## DATASET EXCERPTS
═══

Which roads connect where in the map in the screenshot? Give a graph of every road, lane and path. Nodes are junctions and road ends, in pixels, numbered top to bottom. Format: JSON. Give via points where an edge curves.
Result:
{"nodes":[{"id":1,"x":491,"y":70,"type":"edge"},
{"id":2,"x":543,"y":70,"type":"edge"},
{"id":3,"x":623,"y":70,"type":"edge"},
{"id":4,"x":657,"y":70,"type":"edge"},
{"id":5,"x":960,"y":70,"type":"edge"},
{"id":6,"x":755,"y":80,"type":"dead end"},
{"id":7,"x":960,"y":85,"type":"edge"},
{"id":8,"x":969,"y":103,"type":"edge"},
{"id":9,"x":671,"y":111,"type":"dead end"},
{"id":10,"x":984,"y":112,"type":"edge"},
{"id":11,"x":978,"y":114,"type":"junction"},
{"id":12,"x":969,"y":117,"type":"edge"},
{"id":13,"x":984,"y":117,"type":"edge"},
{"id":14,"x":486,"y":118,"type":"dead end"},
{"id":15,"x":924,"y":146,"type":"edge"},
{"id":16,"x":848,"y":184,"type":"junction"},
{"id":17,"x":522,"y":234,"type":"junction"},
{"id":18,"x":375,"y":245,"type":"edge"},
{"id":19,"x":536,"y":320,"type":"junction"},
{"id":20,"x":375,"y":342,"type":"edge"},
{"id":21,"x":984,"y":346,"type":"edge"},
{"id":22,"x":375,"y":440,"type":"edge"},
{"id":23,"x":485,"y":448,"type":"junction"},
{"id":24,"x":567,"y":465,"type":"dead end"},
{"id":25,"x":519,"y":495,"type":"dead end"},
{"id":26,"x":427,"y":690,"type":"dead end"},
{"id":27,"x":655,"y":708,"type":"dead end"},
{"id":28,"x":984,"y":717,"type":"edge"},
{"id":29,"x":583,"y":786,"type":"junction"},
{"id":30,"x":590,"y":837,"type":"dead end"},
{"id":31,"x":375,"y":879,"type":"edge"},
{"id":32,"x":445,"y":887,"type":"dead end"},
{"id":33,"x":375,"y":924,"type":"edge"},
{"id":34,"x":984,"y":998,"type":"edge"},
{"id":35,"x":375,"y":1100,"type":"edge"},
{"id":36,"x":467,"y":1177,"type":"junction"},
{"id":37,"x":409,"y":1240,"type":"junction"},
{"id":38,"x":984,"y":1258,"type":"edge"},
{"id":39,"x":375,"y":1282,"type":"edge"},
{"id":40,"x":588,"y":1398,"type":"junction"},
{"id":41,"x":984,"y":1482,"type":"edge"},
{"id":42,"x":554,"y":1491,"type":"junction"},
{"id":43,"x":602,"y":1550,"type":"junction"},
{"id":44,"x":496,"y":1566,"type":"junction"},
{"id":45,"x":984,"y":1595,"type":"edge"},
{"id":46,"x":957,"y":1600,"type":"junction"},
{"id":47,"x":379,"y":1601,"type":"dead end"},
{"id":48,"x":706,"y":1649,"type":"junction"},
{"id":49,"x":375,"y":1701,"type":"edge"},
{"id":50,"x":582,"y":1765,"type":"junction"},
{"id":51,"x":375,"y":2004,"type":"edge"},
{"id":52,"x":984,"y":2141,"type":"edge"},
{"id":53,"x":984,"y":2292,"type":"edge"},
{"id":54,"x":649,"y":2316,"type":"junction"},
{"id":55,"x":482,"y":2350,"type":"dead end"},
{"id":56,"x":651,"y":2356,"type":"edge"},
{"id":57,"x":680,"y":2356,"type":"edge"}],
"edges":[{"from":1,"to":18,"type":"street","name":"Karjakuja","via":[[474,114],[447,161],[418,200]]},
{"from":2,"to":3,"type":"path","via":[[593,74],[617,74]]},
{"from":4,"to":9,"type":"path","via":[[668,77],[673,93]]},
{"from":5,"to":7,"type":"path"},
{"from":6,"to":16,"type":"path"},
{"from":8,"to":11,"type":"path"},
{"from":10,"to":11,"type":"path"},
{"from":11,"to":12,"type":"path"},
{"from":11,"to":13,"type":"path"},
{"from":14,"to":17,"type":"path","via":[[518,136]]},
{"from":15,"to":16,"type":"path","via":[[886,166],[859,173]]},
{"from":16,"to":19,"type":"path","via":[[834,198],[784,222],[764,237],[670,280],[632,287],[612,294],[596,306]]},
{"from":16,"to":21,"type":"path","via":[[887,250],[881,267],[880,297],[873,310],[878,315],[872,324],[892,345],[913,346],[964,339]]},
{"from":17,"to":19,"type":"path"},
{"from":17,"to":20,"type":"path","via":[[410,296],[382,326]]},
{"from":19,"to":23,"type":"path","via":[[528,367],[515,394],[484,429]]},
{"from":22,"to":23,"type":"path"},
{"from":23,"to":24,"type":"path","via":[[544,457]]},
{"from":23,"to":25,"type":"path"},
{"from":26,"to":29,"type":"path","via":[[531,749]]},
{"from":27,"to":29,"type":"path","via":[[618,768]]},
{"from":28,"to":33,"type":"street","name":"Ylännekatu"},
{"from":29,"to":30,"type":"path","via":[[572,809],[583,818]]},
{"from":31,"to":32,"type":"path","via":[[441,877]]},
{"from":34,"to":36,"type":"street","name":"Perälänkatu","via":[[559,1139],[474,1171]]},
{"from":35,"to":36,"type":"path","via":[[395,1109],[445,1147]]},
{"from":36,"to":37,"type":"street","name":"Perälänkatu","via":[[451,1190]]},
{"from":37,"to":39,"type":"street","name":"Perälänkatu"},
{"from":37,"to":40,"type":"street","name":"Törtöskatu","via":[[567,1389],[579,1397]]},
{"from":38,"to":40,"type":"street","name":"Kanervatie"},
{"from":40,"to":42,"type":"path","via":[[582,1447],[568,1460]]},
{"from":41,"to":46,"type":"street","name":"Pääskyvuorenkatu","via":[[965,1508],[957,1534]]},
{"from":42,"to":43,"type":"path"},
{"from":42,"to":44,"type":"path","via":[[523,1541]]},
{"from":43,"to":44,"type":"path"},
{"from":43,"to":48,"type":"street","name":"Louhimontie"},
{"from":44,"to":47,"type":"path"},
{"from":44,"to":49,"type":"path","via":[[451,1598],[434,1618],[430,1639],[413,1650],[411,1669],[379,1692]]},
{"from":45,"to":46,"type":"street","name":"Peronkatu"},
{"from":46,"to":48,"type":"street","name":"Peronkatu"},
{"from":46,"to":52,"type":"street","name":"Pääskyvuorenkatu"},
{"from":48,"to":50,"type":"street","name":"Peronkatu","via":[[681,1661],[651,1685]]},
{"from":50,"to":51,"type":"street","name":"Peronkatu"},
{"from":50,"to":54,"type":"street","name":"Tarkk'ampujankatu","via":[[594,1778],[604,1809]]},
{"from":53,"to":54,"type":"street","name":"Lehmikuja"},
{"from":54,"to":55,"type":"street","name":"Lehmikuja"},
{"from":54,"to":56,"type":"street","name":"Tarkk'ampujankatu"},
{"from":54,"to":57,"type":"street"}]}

═══

## THE TASK
Scan the material above for the word "Tarkk", and copy every line in which it is found.

## SOLUTION BELOW
{"from":50,"to":54,"type":"street","name":"Tarkk'ampujankatu","via":[[594,1778],[604,1809]]},
{"from":54,"to":56,"type":"street","name":"Tarkk'ampujankatu"},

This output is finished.